Format: DVD from personal collection on laptop.
Up in the Air has been sitting on a shelf in my house for a long time. It’s a weird bit of reality that I find it sometimes difficult to pull the trigger on movies on my list that I own. The reason is simple: it’s a movie I don’t have to look for, which means other movies are more pressing concerns. The availability of the movies I own isn’t limited in anyway. Still, I do need to watch them, and it was time for this one, about which I knew nothing. Honestly, I bought it in a group of movies at a sale a few years ago and bought it specifically because I knew I’d have to watch it eventually.
The selling point of Up in the Air is that we’re given a main character who is almost unique in certain characteristics. Ryan Bingham (George Clooney) works on the road more than 300 days a year. His job is being called into companies in some sort of transition and firing people because the various bosses in those companies don’t want the direct responsibility. So, Ryan flies from city to city, lives in a series of hotel rooms, and spends his days firing people and attempting to move them through at least the initial transition into unemployment.
Ryan has two things about which he seems somewhat passionate. The first is that he gives talks now and then about his essential philosophy of life, which is that attachments are unnecessary. This means attachments with both things and people. Ryan’s life is entirely his own. He’s a virtual stranger to his family, for instance, and spends perhaps a total of five or six weeks at his apartment in Omaha every year. The second is accruing 10 million frequent flyer miles on American Airlines. Doing so would make him only the seventh person to achieve this milestone and the youngest person to do it.
Two changes hit Ryan’s life at virtually the same moment. The first is Alex (Vera Farmiga), who books about 60,000 flight miles per year. The two are immediately attracted to each other, and start to compare their schedules for when they might be in the same place at the same time for a series of hook-ups. The second change comes when he is called back to the home office in Omaha by his boss (Jason Bateman). There’s a new hire in the office named Natalie Keener (Anna Kendrick) who has determined that the current way of doing things is inefficient. Much of their work firing people could be more easily handled over video conferencing. This hits Ryan where he lives. First, it means that he may have to stop travelling. Second, it hits him in terms of the psychology of the position. It removes the human element and whatever empathy is possible in releasing people from their jobs.
And so, Ryan is sent on the road with Natalie to show her the ropes of the job and introduce her to the reality of firing people for a living. Ryan is additionally tasked with taking photographs of a cutout of his sister (Melanie Lynskey) and her fiancé (Danny McBride) at various places around the country before her wedding.
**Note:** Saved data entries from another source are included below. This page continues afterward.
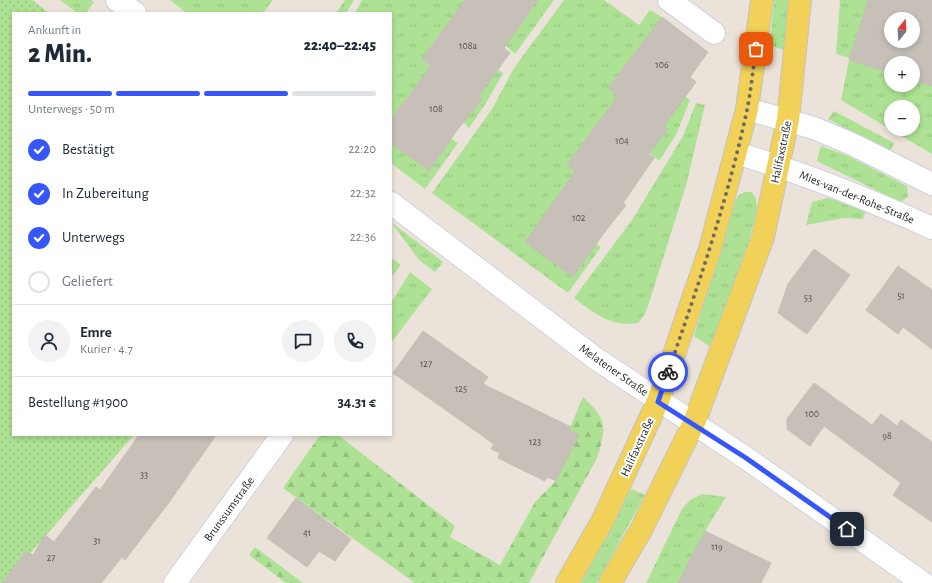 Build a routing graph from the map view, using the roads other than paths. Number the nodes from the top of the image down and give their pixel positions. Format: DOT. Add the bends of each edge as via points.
graph roads {
  1 [pos="117,0"];
  2 [pos="669,0"];
  3 [pos="762,0"];
  4 [pos="800,0"];
  5 [pos="134,12"];
  6 [pos="714,33"];
  7 [pos="747,109"];
  8 [pos="788,120"];
  9 [pos="736,154"];
  10 [pos="778,166"];
  11 [pos="932,184"];
  12 [pos="392,204"];
  13 [pos="932,228"];
  14 [pos="658,402"];
  15 [pos="694,423"];
  16 [pos="281,436"];
  17 [pos="175,583"];
  18 [pos="567,583"];
  19 [pos="610,583"];
  20 [pos="923,583"];
  1 -- 5 [label="street"];
  2 -- 6 [label="street"];
  3 -- 7 [label="main road, Halifaxstraße"];
  4 -- 8 [label="main road, Halifaxstraße"];
  7 -- 8 [label="street"];
  7 -- 9 [label="main road, Halifaxstraße"];
  8 -- 10 [label="main road, Halifaxstraße"];
  8 -- 11 [label="street" via="854,145"];
  9 -- 10 [label="street, Mies-van-der-Rohe-Straße"];
  9 -- 14 [label="main road, Halifaxstraße" via="710,249"];
  10 -- 13 [label="street, Mies-van-der-Rohe-Straße" via="872,201"];
  10 -- 15 [label="main road, Halifaxstraße" via="763,236"];
  12 -- 14 [label="street, Melatener Straße" via="595,358"];
  14 -- 15 [label="street, Melatener Straße"];
  14 -- 18 [label="main road, Halifaxstraße" via="603,520"];
  15 -- 19 [label="main road, Halifaxstraße" via="641,530"];
  15 -- 20 [label="street, Melatener Straße"];
  16 -- 17 [label="street, Brunssumstraße"];
} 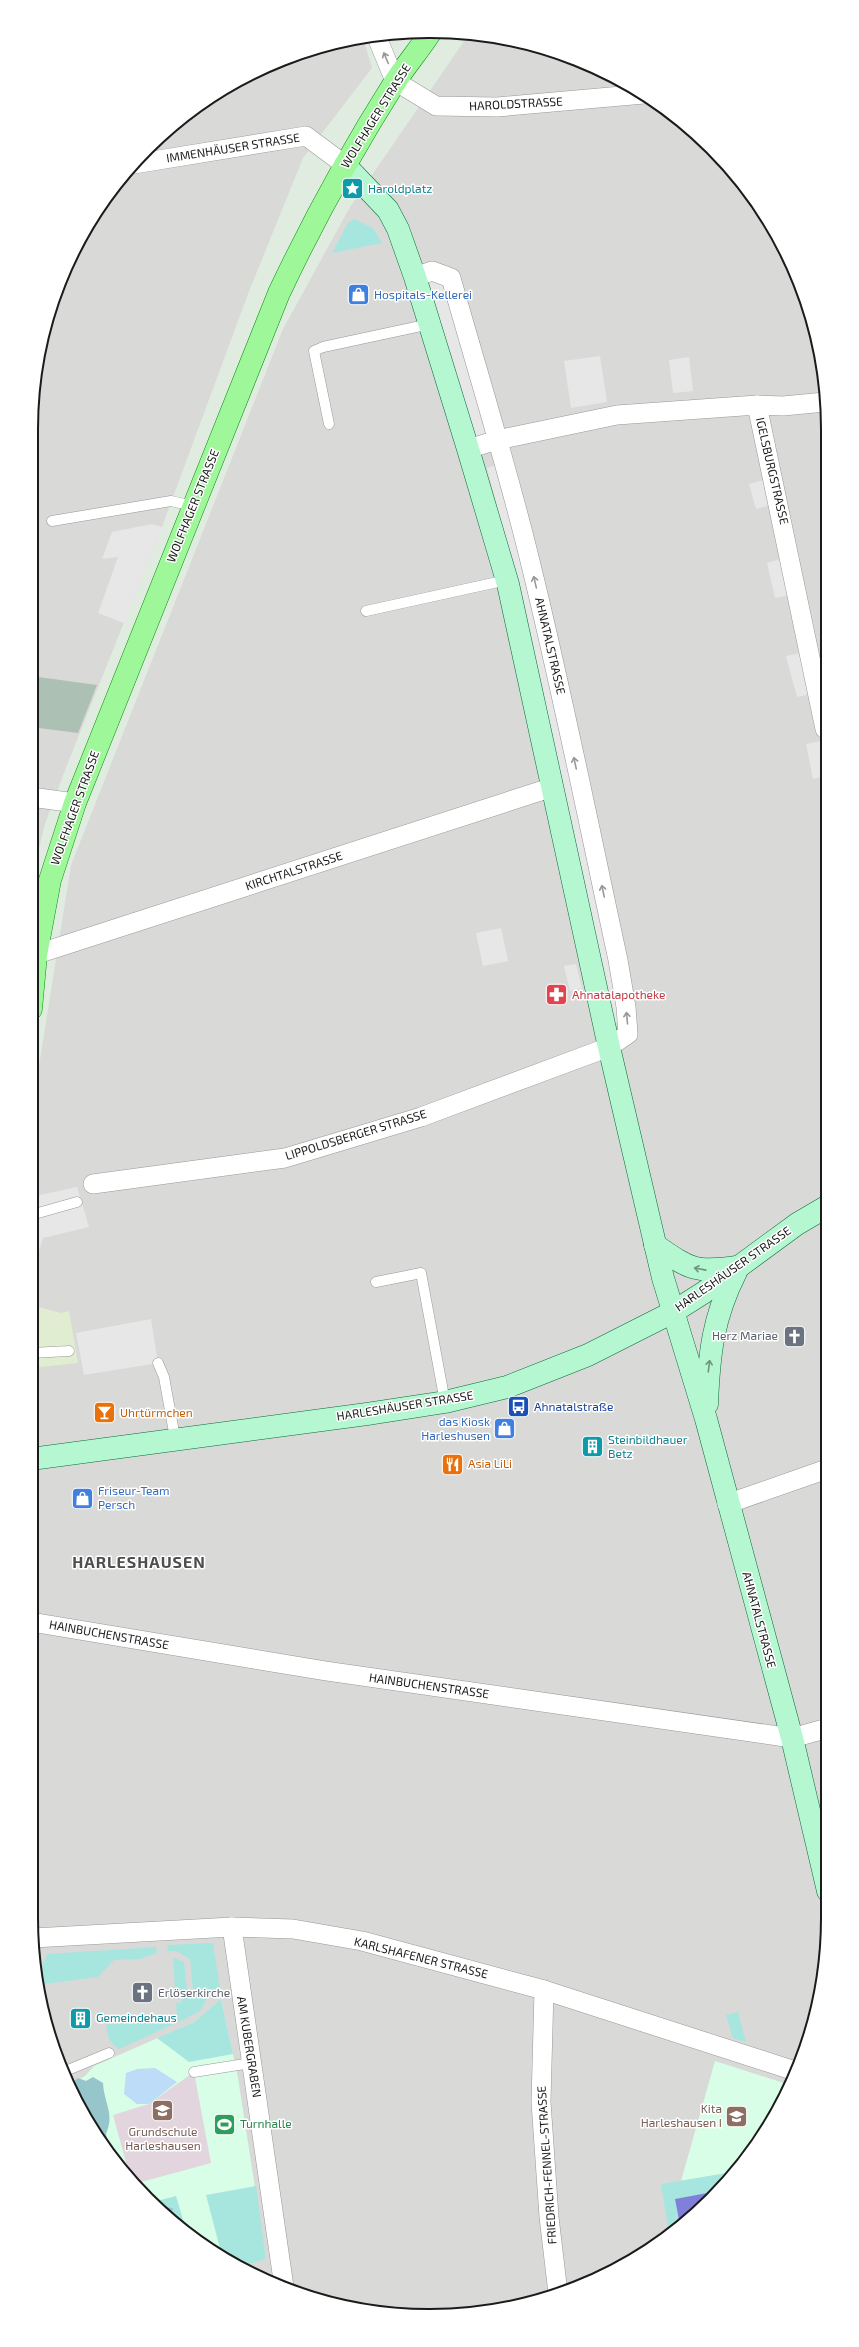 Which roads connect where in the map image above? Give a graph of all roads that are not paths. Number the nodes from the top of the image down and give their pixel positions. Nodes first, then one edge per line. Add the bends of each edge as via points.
1 (426, 38) edge
2 (378, 41) edge
3 (395, 81) junction
4 (633, 95) edge
5 (144, 162) edge
6 (345, 166) junction
7 (415, 277) junction
8 (430, 324) junction
9 (820, 402) edge
10 (757, 405) junction
11 (329, 424) dead end
12 (498, 440) junction
13 (468, 449) junction
14 (193, 506) junction
15 (52, 521) dead end
16 (507, 580) junction
17 (366, 611) dead end
18 (821, 710) edge
19 (553, 787) junction
20 (38, 797) edge
21 (75, 804) junction
22 (38, 933) edge
23 (38, 953) edge
24 (609, 1047) junction
25 (93, 1184) dead end
26 (77, 1202) dead end
27 (821, 1209) edge
28 (38, 1213) edge
29 (655, 1244) junction
30 (739, 1267) junction
31 (376, 1282) dead end
32 (673, 1312) junction
33 (68, 1351) dead end
34 (38, 1353) edge
35 (158, 1363) dead end
36 (445, 1402) junction
37 (706, 1419) junction
38 (175, 1438) junction
39 (38, 1457) edge
40 (821, 1471) edge
41 (727, 1504) junction
42 (38, 1623) edge
43 (821, 1730) edge
44 (792, 1738) junction
45 (821, 1861) edge
46 (232, 1927) junction
47 (39, 1938) edge
48 (544, 1990) junction
49 (109, 2053) dead end
50 (251, 2063) junction
51 (790, 2069) edge
52 (69, 2070) edge
53 (194, 2072) dead end
54 (283, 2280) edge
55 (557, 2287) edge

1 - 3 main road, WOLFHAGER STRASSE
3 -> 2 street
3 - 4 street, HAROLDSTRASSE via 436,106 497,107
3 - 6 main road, WOLFHAGER STRASSE
5 - 6 street, IMMENHÄUSER STRASSE via 306,136
6 - 7 street, AHNATALSTRASSE via 388,210 398,229
6 - 14 main road, WOLFHAGER STRASSE via 279,293
7 - 8 street, AHNATALSTRASSE
7 - 12 street, AHNATALSTRASSE via 432,271 451,278
8 - 11 lane via 314,351
8 - 13 street, AHNATALSTRASSE
9 - 10 street via 783,406
10 - 12 street, IGELSBURGSTRASSE via 623,414
10 - 18 street, IGELSBURGSTRASSE
12 - 13 street, IGELSBURGSTRASSE
24 -> 12 street, AHNATALSTRASSE via 628,1034 618,960 549,639
13 - 16 street, AHNATALSTRASSE
14 - 15 lane via 171,501
14 - 21 main road, WOLFHAGER STRASSE
16 - 17 lane
16 - 19 street, AHNATALSTRASSE
19 - 23 street, KIRCHTALSTRASSE
19 - 24 street, AHNATALSTRASSE
20 - 21 street
21 - 22 main road, WOLFHAGER STRASSE via 50,880
24 - 25 street, LIPPOLDSBERGER STRASSE via 421,1117 285,1158
24 - 29 street, AHNATALSTRASSE
26 - 28 lane
27 - 30 street, HARLESHÄUSER STRASSE
30 -> 29 street via 710,1271 686,1266
29 - 32 street, AHNATALSTRASSE
30 - 32 street, HARLESHÄUSER STRASSE
37 -> 30 street via 708,1372 714,1330 723,1298
31 - 36 lane via 421,1273
32 - 36 street, HARLESHÄUSER STRASSE via 548,1372 507,1387
32 - 37 street, AHNATALSTRASSE
33 - 34 lane
35 - 38 lane via 164,1377
36 - 38 street, HARLESHÄUSER STRASSE
37 - 41 street, AHNATALSTRASSE
38 - 39 street, HARLESHÄUSER STRASSE
40 - 41 street
41 - 44 street, AHNATALSTRASSE
42 - 44 street, HAINBUCHENSTRASSE via 326,1671
43 - 44 street, HAINBUCHENSTRASSE
44 - 45 street, AHNATALSTRASSE
46 - 47 street, KARLSHAFENER STRASSE
46 - 48 street, KARLSHAFENER STRASSE via 294,1929 362,1941
46 - 50 street, AM KUBERGRABEN
48 - 51 street, KARLSHAFENER STRASSE
48 - 55 street, FRIEDRICH-FENNEL-STRASSE via 541,2102 549,2217
49 - 52 lane
50 - 53 lane
50 - 54 street, AM KUBERGRABEN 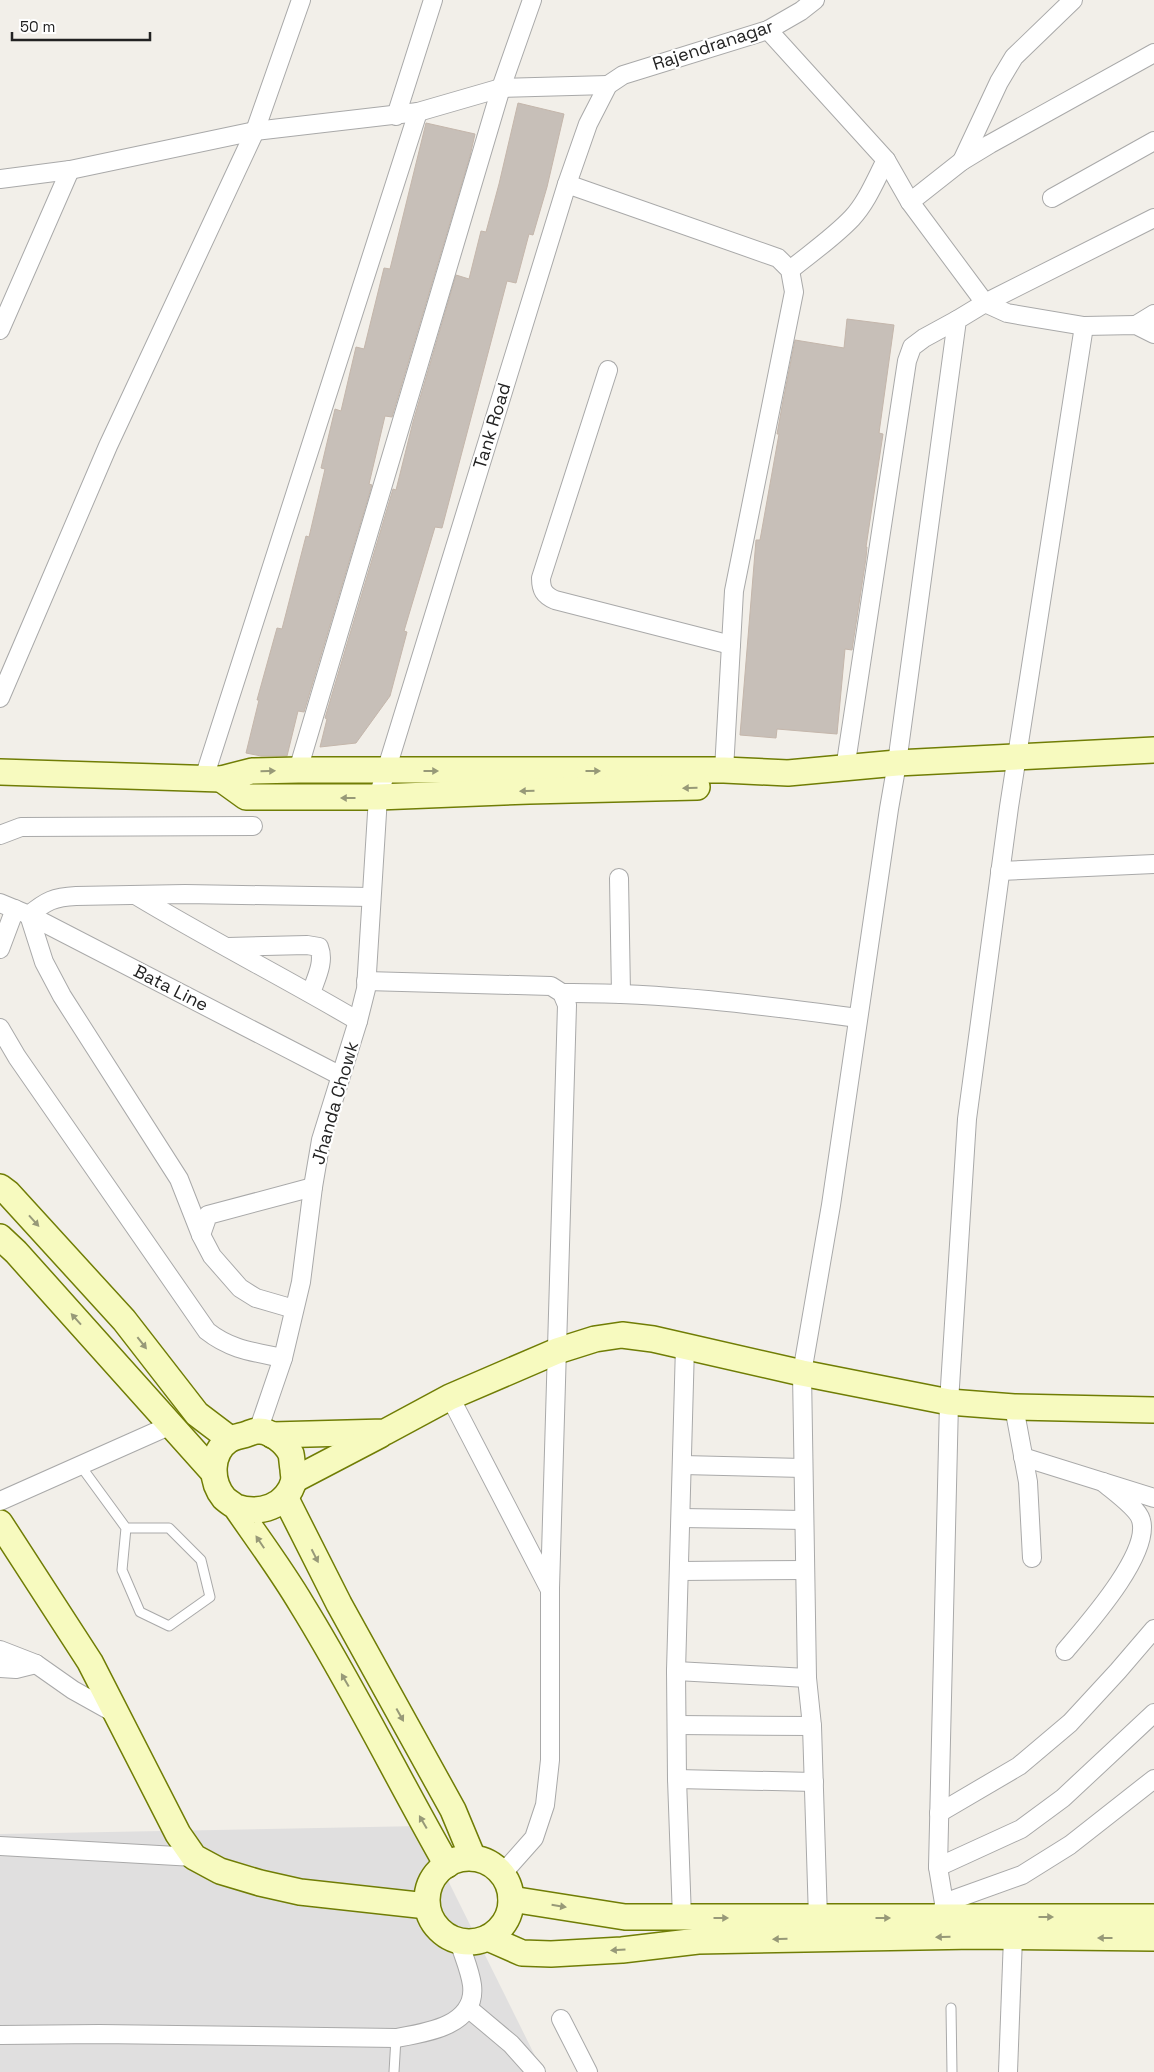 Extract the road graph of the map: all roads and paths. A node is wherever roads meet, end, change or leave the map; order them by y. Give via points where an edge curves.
1 (302, 0) edge
2 (432, 0) edge
3 (532, 0) edge
4 (815, 0) edge
5 (1073, 0) edge
6 (768, 30) junction
7 (1154, 53) edge
8 (608, 85) junction
9 (501, 88) junction
10 (418, 112) junction
11 (396, 116) junction
12 (255, 131) junction
13 (1154, 141) edge
14 (886, 160) junction
15 (962, 161) junction
16 (70, 170) junction
17 (0, 179) edge
18 (567, 184) junction
19 (1052, 198) dead end
20 (910, 202) junction
21 (1154, 218) edge
22 (790, 270) junction
23 (985, 303) junction
24 (1154, 314) edge
25 (957, 320) junction
26 (1084, 326) junction
27 (1136, 326) junction
28 (0, 330) edge
29 (1154, 334) edge
30 (608, 370) dead end
31 (731, 645) junction
32 (0, 698) edge
33 (1154, 750) edge
34 (1017, 758) junction
35 (897, 763) junction
36 (845, 769) junction
37 (298, 770) junction
38 (724, 770) junction
39 (386, 771) junction
40 (0, 772) edge
41 (788, 773) junction
42 (212, 778) junction
43 (378, 797) junction
44 (253, 826) dead end
45 (0, 835) edge
46 (1154, 864) edge
47 (1000, 871) junction
48 (619, 878) dead end
49 (136, 895) junction
50 (371, 896) junction
51 (15, 909) edge
52 (227, 947) junction
53 (0, 950) edge
54 (366, 981) junction
55 (311, 993) junction
56 (562, 993) junction
57 (621, 994) junction
58 (858, 1018) junction
59 (358, 1021) junction
60 (0, 1028) edge
61 (341, 1076) junction
62 (0, 1187) edge
63 (312, 1187) junction
64 (201, 1235) junction
65 (0, 1237) edge
66 (294, 1310) junction
67 (686, 1346) junction
68 (557, 1351) junction
69 (283, 1358) junction
70 (802, 1373) junction
71 (450, 1397) junction
72 (950, 1402) junction
73 (1014, 1408) junction
74 (1154, 1410) edge
75 (171, 1426) junction
76 (385, 1432) junction
77 (265, 1433) junction
78 (230, 1439) junction
79 (1023, 1457) junction
80 (80, 1466) junction
81 (683, 1466) junction
82 (803, 1468) junction
83 (214, 1472) junction
84 (1102, 1482) junction
85 (289, 1489) junction
86 (1154, 1498) edge
87 (0, 1501) edge
88 (236, 1507) junction
89 (681, 1518) junction
90 (804, 1520) junction
91 (0, 1523) edge
92 (126, 1528) junction
93 (1032, 1558) dead end
94 (805, 1570) junction
95 (680, 1571) junction
96 (550, 1588) junction
97 (1154, 1629) edge
98 (0, 1650) edge
99 (1066, 1651) dead end
100 (36, 1664) junction
101 (0, 1668) edge
102 (676, 1672) junction
103 (807, 1678) junction
104 (1154, 1713) edge
105 (116, 1714) junction
106 (677, 1725) junction
107 (812, 1726) junction
108 (677, 1779) junction
109 (1154, 1779) edge
110 (814, 1782) junction
111 (939, 1813) junction
112 (0, 1846) edge
113 (194, 1857) junction
114 (473, 1858) junction
115 (448, 1865) junction
116 (938, 1867) junction
117 (502, 1874) junction
118 (511, 1898) junction
119 (427, 1906) junction
120 (943, 1910) junction
121 (1154, 1917) edge
122 (682, 1918) junction
123 (818, 1918) junction
124 (1013, 1937) junction
125 (488, 1938) junction
126 (1154, 1938) edge
127 (459, 1941) junction
128 (468, 2008) junction
129 (951, 2008) dead end
130 (561, 2019) dead end
131 (0, 2035) edge
132 (396, 2038) junction
133 (394, 2072) edge
134 (536, 2072) edge
135 (588, 2072) edge
136 (952, 2072) edge
137 (1008, 2072) edge

1 - 12 street
2 - 11 street
3 - 9 street
4 - 6 street, Rajendranagar
5 - 15 street via 1014,57
6 - 8 street, Rajendranagar via 623,75
6 - 14 street
7 - 15 street
8 - 9 street
8 - 18 street, Tank Road via 588,124
9 - 10 street
9 - 37 street
10 - 11 street
10 - 42 street
11 - 12 street
12 - 16 street
12 - 32 street via 108,446
13 - 19 street
14 - 20 street
14 - 22 street via 854,216
15 - 20 street
16 - 17 street
16 - 28 street
18 - 22 street via 778,258
18 - 39 street, Tank Road
20 - 23 street
21 - 23 street
22 - 31 street via 794,292 740,556
23 - 25 street
23 - 26 street via 1007,313
24 - 27 street
25 - 35 street
25 - 36 street via 924,338 912,348 907,361
26 - 27 street
26 - 34 street
27 - 29 street
30 - 31 street via 541,578 541,588 555,600
31 - 38 street
33 - 34 street
34 - 35 street
34 - 47 street
35 - 36 street
35 - 58 street
36 - 41 street
37 - 39 street
42 -> 37 street via 252,771
39 -> 38 street
38 - 41 street
39 - 43 street, Jhanda Chowk
40 - 42 street
41 -> 43 street via 755,786
43 -> 42 street via 246,797
43 - 50 street, Jhanda Chowk
44 - 45 street via 21,827
46 - 47 street
47 - 72 street via 967,1119
48 - 57 street
49 - 50 street
49 - 51 street via 59,897
49 - 52 street
50 - 54 street, Jhanda Chowk
51 - 53 street
51 - 61 street, Bata Line
51 - 64 street via 62,996 179,1179
52 - 55 street
52 - 55 street via 319,947 322,962
54 - 56 street via 541,985 556,988
54 - 59 street, Jhanda Chowk
55 - 59 street
56 - 57 street
56 - 68 street via 567,1005
57 - 58 street via 748,1003
58 - 70 street
59 - 61 street, Jhanda Chowk
60 - 69 street via 207,1331 221,1342 244,1351
61 - 63 street, Jhanda Chowk via 321,1140
62 -> 78 street via 124,1320 197,1414
63 - 64 street via 208,1215
63 - 66 street, Jhanda Chowk via 301,1282
64 - 66 street via 212,1256 240,1288 256,1298
75 -> 65 street
66 - 69 street, Jhanda Chowk
67 - 68 street via 622,1335 595,1339
67 - 70 street
67 - 81 street
68 - 71 street
68 - 96 street
69 - 77 street, Jhanda Chowk
70 - 72 street
70 - 82 street
71 - 76 street
71 - 96 street
72 - 73 street
72 - 111 street
73 - 74 street
73 - 79 street
75 - 80 street
75 - 83 street
76 - 77 street
76 - 85 street
77 - 78 street
77 - 85 street via 283,1443 291,1454
78 - 83 street via 216,1458
79 - 84 street
79 - 93 street via 1028,1482
80 - 87 street
80 - 92 lane
81 - 82 street
81 - 89 street
82 - 90 street
83 - 88 street via 217,1487 224,1498
84 - 86 street
84 - 99 street via 1138,1513 1141,1532 1135,1553 1105,1604
85 - 88 street via 274,1506 260,1511
85 -> 114 street via 339,1604 453,1810
115 -> 88 street via 302,1604
89 - 90 street
89 - 95 street
90 - 94 street
91 - 105 street via 90,1662
92 - 92 lane via 169,1528 201,1560 210,1597 169,1626 140,1612 122,1570
94 - 95 street
94 - 103 street
95 - 102 street
96 - 117 street via 550,1760 545,1805 534,1838
97 - 111 street via 1070,1723 1019,1766
98 - 100 street
100 - 101 street via 16,1669
100 - 105 street
102 - 103 street
102 - 106 street
103 - 107 street
104 - 116 street via 1063,1798 1021,1829
105 - 113 street via 178,1834
106 - 107 street
106 - 108 street
107 - 110 street
108 - 110 street
108 - 122 street
109 - 120 street via 1070,1845 1022,1875
110 - 123 street
111 - 116 street
112 - 113 street
113 - 119 street via 220,1871 300,1892
114 - 115 street via 459,1859
114 - 117 street via 491,1864
115 - 119 street via 439,1870 430,1882
116 - 120 street
117 - 118 street
118 -> 122 street via 625,1917
118 - 125 street via 509,1913 502,1926
119 - 127 street via 441,1931
120 -> 121 street
123 -> 120 street
122 -> 123 street
124 -> 125 street via 698,1941 551,1954 522,1953
126 -> 124 street
124 - 137 street
125 - 127 street
127 - 128 street via 472,1985
128 - 132 street via 448,2026
128 - 134 street via 512,2044
129 - 136 lane
130 - 135 street
131 - 132 street
132 - 133 lane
Eventually, he’ll have to go to that wedding, taking Alex as his “plus one.” This, along with conversations with Natalie about his own philosophy causes a sort of slow-brewing change in the way that Ryan may be thinking about the world and about the way he moves through it.
Up in the Air is a movie about the performances. While Jason Reitman was nominated for Best Director for this, it’s the sort of movie where the directorial performance is best defined as the director simply stepping out of the way of what is happening on the screen. Small roles are handled by a quality line up, including bit parts from J.K. Simmons, Zach Galifianakis, Sam Elliott, Amy Morton, and Tamala Jones. It’s the three main performances—Clooney, Farmiga, and Kendrick—that make the film what it is.
The typical knock against George Clooney is that he typically only plays George Clooney in various guises. That’s kind of true here, at least in a sense. My guess is that Clooney isn’t as emotionally removed from the world as is Ryan Bingham. The challenge for Clooney here is to make Ryan Bingham someone real despite his extreme philosophy and way of living. This is a character that would be difficult to make real, but it works well. There is a very odd sense to him, a sort of emotional greyness that casts an appropriate shadow over the entire film. It’s a philosophy that is maintained at least in part by Farmiga’s Alex, who, by the end of the film, demonstrates an even more extreme and compartmentalized version of this philosophy. What works is that the ultimate philosophy of the character is one that would be determined as decidedly male in this context. Farmiga makes it work with a cold efficiency.
It is Anna Kendrick’s Natalie who is in many ways the emotional heart of the film. She is the one character who seems to put forward a much more traditional system of beliefs, wants, and desires. She is tasked with portraying someone who desperately wants a particular kind of success not simply because of a desire to succeed professionally, but in life. Typically, it would be her at the center of the narrative, not the person who wants both career and family railing at the others.
Up in the Air is beautifully made. I wasn’t sure what I expected, but I liked the hell out of this.
Why to watch Up in the Air: This is how you end a movie.
Why not to watch: The characters are a bit on the extreme side.